Instructions to follow — In the records that follow, find the line with "position:absolute; right:21px; bottom:21px;"; from there, retype every line exactly through the line with "position:absolute; left:1180px; top:273px;", which also belongs to the answer.

[Records drawn from a dataset]
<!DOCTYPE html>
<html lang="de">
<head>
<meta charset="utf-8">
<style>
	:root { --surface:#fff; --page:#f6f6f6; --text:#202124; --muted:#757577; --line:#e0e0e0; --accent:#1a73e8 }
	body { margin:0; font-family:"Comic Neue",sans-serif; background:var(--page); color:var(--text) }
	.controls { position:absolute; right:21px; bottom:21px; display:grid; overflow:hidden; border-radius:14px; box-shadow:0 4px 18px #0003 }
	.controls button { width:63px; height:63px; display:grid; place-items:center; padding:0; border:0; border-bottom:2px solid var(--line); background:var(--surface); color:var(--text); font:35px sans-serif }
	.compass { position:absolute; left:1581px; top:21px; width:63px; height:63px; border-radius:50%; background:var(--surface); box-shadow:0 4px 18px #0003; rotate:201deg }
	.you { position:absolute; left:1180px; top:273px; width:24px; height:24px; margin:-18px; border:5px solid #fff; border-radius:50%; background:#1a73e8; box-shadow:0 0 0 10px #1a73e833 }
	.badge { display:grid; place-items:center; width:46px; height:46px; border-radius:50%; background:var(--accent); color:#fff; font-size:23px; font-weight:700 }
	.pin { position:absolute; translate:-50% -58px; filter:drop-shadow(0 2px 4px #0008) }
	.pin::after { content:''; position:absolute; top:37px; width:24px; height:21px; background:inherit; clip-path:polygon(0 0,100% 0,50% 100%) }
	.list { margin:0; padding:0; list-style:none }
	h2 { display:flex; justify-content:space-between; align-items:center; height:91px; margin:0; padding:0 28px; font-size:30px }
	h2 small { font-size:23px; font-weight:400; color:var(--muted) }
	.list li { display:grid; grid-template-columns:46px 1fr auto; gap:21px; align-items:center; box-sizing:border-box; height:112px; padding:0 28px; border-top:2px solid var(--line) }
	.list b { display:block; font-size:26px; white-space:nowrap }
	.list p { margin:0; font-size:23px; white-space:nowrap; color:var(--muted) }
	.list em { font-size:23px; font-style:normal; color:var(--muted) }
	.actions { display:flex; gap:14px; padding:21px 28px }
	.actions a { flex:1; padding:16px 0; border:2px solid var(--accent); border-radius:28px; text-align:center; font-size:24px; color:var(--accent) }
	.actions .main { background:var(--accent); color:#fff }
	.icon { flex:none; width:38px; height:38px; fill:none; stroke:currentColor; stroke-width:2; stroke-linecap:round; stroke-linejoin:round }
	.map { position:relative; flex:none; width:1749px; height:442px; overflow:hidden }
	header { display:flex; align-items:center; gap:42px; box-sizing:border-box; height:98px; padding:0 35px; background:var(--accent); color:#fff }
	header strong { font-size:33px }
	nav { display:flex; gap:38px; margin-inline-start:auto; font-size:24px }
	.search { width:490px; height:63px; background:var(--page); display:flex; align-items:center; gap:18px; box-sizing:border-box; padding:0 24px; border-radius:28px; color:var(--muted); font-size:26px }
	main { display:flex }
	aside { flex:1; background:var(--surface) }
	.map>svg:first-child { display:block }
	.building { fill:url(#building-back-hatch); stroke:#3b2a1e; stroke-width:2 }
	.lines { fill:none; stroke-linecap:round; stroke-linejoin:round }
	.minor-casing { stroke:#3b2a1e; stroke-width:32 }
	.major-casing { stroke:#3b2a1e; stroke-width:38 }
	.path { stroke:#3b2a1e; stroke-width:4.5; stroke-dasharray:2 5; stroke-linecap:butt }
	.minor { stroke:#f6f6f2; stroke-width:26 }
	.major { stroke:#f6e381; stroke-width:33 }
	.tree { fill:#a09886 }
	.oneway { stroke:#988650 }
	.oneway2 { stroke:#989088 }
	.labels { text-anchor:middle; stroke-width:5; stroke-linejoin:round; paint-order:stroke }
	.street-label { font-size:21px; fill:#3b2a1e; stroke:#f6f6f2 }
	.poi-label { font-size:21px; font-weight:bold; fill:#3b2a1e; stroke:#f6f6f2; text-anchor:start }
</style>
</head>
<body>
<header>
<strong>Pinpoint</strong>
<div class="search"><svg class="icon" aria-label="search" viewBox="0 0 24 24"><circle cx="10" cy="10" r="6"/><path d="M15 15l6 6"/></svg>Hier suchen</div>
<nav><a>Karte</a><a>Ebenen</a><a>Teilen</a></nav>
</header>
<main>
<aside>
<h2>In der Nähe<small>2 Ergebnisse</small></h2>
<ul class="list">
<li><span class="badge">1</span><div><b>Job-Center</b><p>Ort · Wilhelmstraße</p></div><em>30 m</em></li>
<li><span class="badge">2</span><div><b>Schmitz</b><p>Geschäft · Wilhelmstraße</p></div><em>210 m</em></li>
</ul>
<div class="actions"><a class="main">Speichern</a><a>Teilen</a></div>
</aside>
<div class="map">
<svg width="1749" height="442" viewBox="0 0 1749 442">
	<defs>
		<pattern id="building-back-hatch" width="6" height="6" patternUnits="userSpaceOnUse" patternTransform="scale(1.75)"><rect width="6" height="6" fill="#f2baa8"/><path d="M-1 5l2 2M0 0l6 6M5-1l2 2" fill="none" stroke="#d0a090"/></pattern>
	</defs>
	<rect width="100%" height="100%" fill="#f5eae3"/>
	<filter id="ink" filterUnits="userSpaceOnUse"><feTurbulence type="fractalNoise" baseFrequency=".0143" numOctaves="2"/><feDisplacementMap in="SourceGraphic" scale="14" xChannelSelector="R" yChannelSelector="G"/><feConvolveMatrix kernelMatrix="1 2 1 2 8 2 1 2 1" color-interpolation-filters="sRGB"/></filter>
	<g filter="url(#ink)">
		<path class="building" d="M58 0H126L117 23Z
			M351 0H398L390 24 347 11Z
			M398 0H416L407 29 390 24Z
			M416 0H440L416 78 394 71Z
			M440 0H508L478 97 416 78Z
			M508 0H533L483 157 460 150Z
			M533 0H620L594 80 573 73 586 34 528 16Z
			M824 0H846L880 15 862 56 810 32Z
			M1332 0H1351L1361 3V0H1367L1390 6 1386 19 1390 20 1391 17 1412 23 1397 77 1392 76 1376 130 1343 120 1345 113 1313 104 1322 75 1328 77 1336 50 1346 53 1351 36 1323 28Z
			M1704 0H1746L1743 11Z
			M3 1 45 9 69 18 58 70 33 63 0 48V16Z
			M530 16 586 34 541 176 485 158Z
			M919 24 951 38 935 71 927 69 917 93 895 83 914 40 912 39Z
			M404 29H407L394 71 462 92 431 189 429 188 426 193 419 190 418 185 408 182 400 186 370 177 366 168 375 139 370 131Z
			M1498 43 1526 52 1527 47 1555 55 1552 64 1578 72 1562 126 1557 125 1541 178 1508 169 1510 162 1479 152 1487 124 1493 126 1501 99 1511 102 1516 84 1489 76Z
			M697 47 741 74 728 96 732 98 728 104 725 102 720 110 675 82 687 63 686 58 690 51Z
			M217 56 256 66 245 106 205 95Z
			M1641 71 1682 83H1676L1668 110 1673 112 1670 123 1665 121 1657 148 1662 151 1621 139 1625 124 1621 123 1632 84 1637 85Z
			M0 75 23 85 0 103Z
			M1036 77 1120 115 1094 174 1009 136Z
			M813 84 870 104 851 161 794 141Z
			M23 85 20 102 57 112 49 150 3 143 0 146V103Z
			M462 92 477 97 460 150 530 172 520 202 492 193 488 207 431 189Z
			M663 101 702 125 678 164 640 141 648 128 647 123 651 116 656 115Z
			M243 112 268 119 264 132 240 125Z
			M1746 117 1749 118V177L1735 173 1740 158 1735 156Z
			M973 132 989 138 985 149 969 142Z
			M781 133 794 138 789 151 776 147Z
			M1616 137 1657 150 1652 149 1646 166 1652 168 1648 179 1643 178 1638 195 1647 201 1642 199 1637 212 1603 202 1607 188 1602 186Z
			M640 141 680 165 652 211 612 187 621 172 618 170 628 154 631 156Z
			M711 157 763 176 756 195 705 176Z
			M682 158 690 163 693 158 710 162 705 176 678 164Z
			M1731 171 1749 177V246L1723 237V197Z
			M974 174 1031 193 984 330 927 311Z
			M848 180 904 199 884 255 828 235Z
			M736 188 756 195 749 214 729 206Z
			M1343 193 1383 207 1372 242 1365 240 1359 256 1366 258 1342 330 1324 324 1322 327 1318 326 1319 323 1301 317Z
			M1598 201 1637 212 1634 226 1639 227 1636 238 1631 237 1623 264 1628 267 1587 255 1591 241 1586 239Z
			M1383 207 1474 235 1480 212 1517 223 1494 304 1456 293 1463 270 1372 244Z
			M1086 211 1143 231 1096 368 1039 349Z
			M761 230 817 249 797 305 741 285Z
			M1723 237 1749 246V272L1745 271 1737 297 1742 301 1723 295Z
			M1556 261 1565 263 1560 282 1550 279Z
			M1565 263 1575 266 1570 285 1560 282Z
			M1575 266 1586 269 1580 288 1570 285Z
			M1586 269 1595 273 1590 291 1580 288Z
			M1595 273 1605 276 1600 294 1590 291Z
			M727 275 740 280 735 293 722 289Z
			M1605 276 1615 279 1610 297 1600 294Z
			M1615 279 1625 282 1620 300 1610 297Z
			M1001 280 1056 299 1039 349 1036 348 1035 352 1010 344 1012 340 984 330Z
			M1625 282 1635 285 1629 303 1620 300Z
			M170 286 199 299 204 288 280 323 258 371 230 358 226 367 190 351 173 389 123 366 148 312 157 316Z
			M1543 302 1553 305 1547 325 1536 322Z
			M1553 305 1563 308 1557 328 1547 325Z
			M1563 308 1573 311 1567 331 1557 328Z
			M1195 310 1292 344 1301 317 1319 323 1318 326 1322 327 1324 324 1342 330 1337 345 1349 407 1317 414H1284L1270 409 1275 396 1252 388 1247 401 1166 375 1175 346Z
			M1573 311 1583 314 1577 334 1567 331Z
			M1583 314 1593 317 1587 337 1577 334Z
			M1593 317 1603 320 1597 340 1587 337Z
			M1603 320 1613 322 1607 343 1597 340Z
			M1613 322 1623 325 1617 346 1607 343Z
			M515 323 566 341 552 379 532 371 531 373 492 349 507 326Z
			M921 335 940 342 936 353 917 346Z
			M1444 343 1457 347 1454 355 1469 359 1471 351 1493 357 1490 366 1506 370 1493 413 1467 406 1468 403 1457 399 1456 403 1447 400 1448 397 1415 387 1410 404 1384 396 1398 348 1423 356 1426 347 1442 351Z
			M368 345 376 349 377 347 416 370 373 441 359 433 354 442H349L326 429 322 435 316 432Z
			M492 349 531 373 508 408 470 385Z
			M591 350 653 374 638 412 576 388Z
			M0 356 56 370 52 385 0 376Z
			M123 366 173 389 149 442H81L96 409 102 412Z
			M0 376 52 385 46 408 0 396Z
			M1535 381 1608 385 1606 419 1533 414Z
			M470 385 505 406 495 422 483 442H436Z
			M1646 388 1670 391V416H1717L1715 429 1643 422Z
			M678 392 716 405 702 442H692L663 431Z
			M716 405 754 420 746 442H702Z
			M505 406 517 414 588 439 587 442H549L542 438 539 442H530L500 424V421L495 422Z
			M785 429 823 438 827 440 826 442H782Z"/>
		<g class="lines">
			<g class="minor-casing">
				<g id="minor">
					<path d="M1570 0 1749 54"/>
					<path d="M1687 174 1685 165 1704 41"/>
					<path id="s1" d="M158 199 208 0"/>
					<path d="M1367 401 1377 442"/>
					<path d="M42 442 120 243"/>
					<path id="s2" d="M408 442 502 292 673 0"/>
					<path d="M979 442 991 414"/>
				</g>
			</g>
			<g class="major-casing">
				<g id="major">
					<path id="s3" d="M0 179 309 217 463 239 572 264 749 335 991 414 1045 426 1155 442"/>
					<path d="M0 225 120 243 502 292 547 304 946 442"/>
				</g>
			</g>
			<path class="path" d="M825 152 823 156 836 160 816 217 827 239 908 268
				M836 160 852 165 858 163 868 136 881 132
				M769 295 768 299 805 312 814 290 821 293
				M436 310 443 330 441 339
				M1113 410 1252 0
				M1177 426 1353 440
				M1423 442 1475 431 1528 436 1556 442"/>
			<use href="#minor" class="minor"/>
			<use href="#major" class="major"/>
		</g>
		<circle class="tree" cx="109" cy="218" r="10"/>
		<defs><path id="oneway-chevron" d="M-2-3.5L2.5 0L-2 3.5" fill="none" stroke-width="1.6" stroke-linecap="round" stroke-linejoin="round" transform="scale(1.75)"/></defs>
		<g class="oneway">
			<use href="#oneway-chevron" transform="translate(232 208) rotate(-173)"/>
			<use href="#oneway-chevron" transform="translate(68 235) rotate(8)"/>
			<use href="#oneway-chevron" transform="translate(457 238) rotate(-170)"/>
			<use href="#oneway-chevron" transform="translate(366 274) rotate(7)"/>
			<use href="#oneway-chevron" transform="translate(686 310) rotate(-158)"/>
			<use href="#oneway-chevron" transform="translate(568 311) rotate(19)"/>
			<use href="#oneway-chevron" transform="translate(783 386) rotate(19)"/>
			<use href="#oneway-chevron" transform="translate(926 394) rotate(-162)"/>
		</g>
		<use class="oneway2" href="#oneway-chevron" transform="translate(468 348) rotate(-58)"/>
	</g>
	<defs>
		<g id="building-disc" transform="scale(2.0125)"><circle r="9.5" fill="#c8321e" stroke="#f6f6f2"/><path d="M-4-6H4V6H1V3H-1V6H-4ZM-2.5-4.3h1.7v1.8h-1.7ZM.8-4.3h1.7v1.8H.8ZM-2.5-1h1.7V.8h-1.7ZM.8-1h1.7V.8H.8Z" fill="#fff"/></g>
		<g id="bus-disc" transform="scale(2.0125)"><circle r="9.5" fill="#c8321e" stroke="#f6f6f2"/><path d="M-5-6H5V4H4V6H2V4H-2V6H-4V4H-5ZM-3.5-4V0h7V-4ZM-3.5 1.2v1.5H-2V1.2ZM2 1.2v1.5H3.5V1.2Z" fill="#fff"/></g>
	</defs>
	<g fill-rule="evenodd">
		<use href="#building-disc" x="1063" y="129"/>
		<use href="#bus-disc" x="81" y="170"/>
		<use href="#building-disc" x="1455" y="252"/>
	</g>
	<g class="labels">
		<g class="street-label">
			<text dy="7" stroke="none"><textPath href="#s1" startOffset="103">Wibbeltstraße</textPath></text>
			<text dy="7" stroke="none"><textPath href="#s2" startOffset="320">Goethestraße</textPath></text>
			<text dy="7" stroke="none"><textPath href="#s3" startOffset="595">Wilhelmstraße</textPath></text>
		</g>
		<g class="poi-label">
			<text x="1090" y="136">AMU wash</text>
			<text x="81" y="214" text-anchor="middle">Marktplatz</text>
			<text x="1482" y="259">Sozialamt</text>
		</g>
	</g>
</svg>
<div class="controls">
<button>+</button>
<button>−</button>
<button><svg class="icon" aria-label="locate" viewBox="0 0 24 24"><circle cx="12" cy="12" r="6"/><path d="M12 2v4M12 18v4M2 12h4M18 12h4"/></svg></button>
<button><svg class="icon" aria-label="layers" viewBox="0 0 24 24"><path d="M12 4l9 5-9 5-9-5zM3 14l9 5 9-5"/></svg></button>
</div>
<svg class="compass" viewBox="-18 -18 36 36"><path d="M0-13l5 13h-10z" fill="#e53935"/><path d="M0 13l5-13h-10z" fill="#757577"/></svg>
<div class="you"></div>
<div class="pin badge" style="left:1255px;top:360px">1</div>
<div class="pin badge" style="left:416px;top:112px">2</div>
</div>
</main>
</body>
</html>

Response to this task —
	.controls { position:absolute; right:21px; bottom:21px; display:grid; overflow:hidden; border-radius:14px; box-shadow:0 4px 18px #0003 }
	.controls button { width:63px; height:63px; display:grid; place-items:center; padding:0; border:0; border-bottom:2px solid var(--line); background:var(--surface); color:var(--text); font:35px sans-serif }
	.compass { position:absolute; left:1581px; top:21px; width:63px; height:63px; border-radius:50%; background:var(--surface); box-shadow:0 4px 18px #0003; rotate:201deg }
	.you { position:absolute; left:1180px; top:273px; width:24px; height:24px; margin:-18px; border:5px solid #fff; border-radius:50%; background:#1a73e8; box-shadow:0 0 0 10px #1a73e833 }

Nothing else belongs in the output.